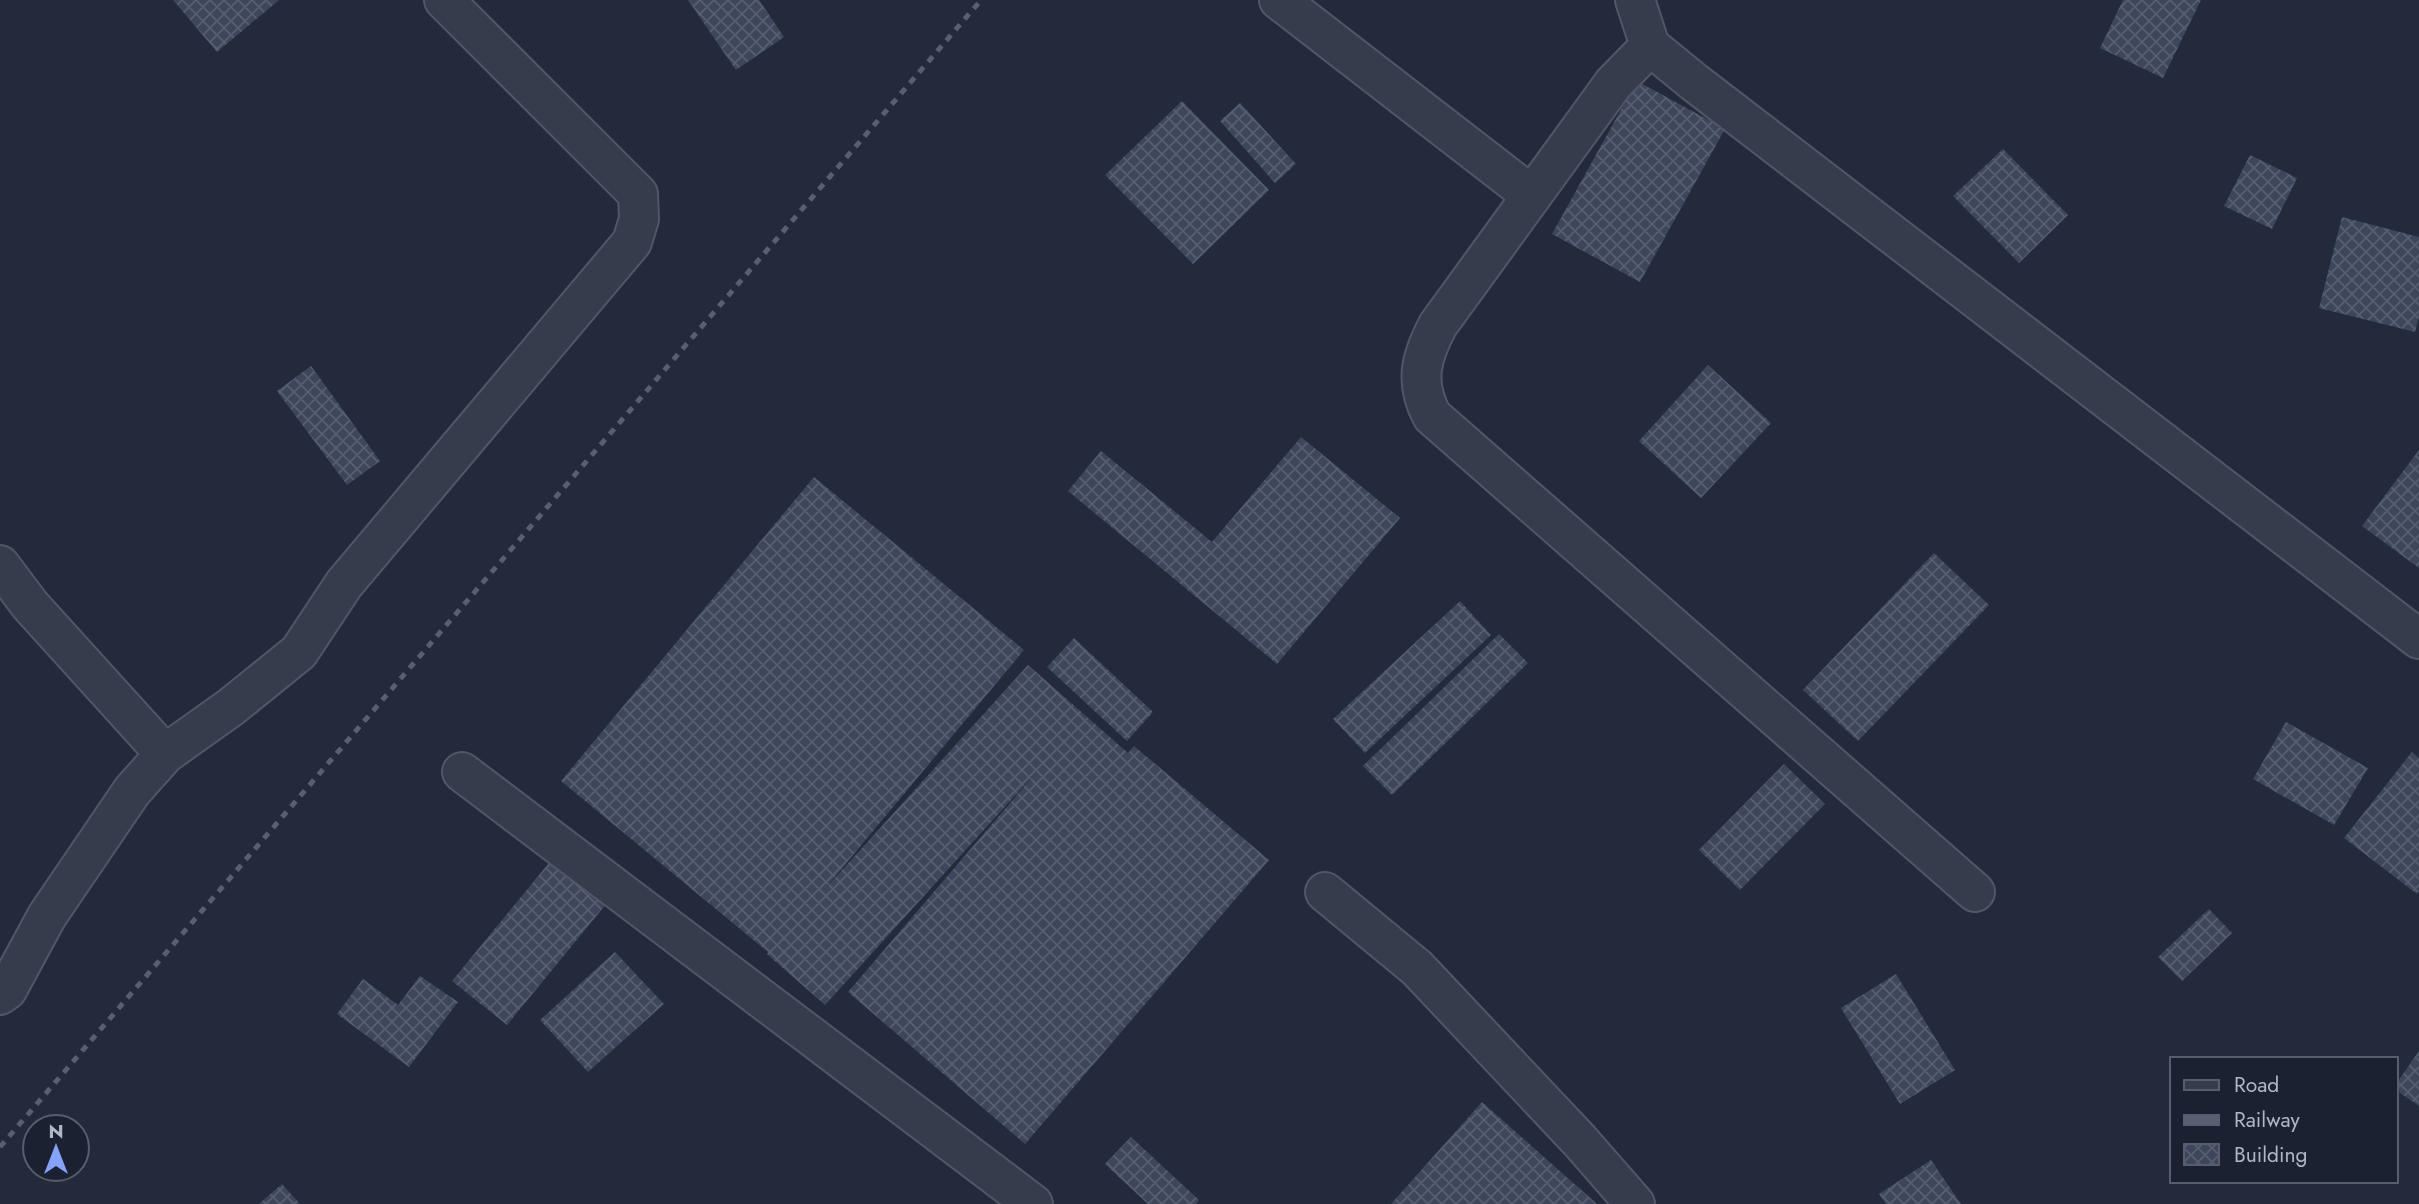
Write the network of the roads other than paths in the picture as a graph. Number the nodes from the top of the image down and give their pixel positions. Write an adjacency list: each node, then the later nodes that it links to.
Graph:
1 (444, 0): 8 (street)
2 (1279, 0): 5 (street)
3 (1635, 0): 4 (street)
4 (1650, 46): 5 (street); 7 (street)
5 (1531, 195): 11 (street)
6 (0, 565): 8 (street)
7 (2419, 639)
8 (166, 754): 12 (street)
9 (462, 772): 13 (street)
10 (1325, 892): 14 (street)
11 (1975, 892)
12 (0, 995)
13 (1033, 1204)
14 (1635, 1204)

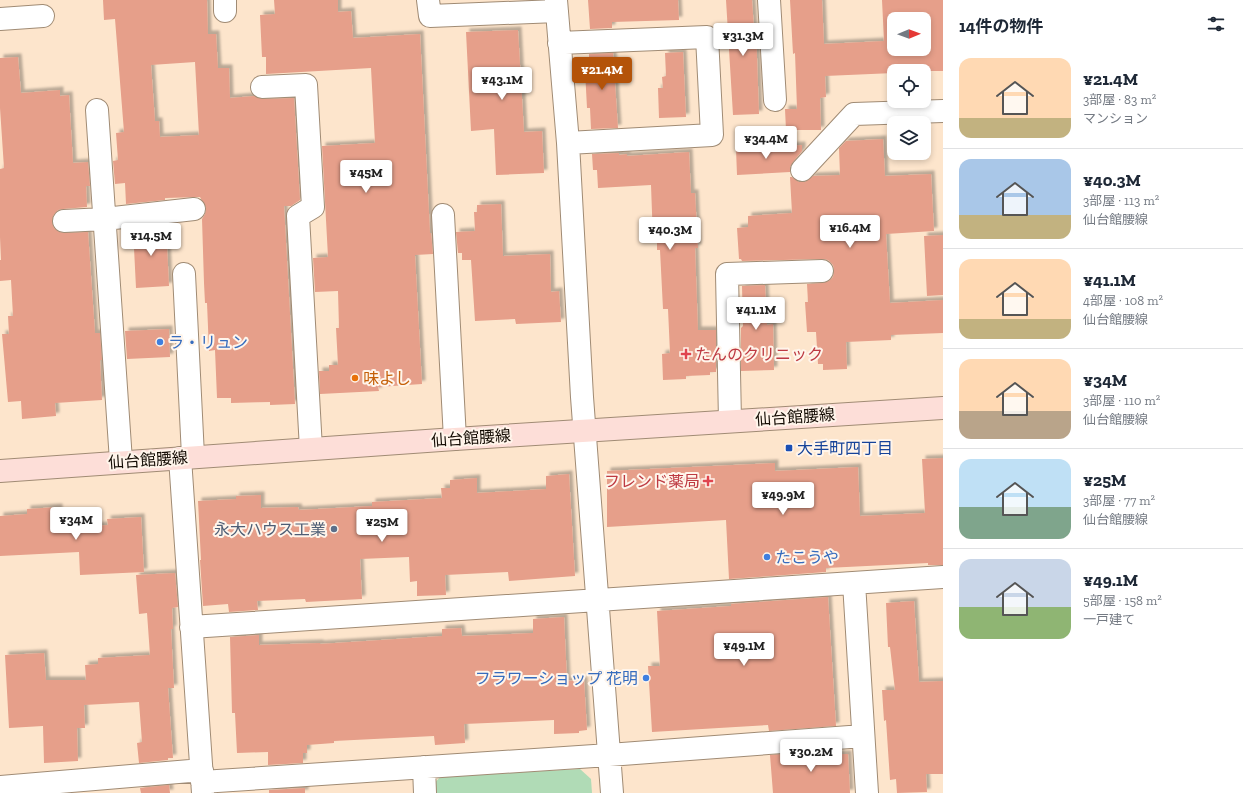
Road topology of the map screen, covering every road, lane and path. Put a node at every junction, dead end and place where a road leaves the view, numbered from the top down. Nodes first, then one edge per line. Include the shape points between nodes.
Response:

----

ABOUT THIS EXERCISE :: Reproduce the whole listing word for word, setting aside any pictures.

RESPONSE ::
Write the network of the roads other than paths in the picture as a graph. Number the nodes from the top of the image down and give their pixel positions. Write an adjacency list: each node, then the later nodes that it links to.
Graph:
1 (444, 0): 8 (street)
2 (1279, 0): 5 (street)
3 (1635, 0): 4 (street)
4 (1650, 46): 5 (street); 7 (street)
5 (1531, 195): 11 (street)
6 (0, 565): 8 (street)
7 (2419, 639)
8 (166, 754): 12 (street)
9 (462, 772): 13 (street)
10 (1325, 892): 14 (street)
11 (1975, 892)
12 (0, 995)
13 (1033, 1204)
14 (1635, 1204)

Road topology of the map screen, covering every road, lane and path. Put a node at every junction, dead end and place where a road leaves the view, numbered from the top down. Nodes first, then one edge per line. Include the shape points between nodes.
Response:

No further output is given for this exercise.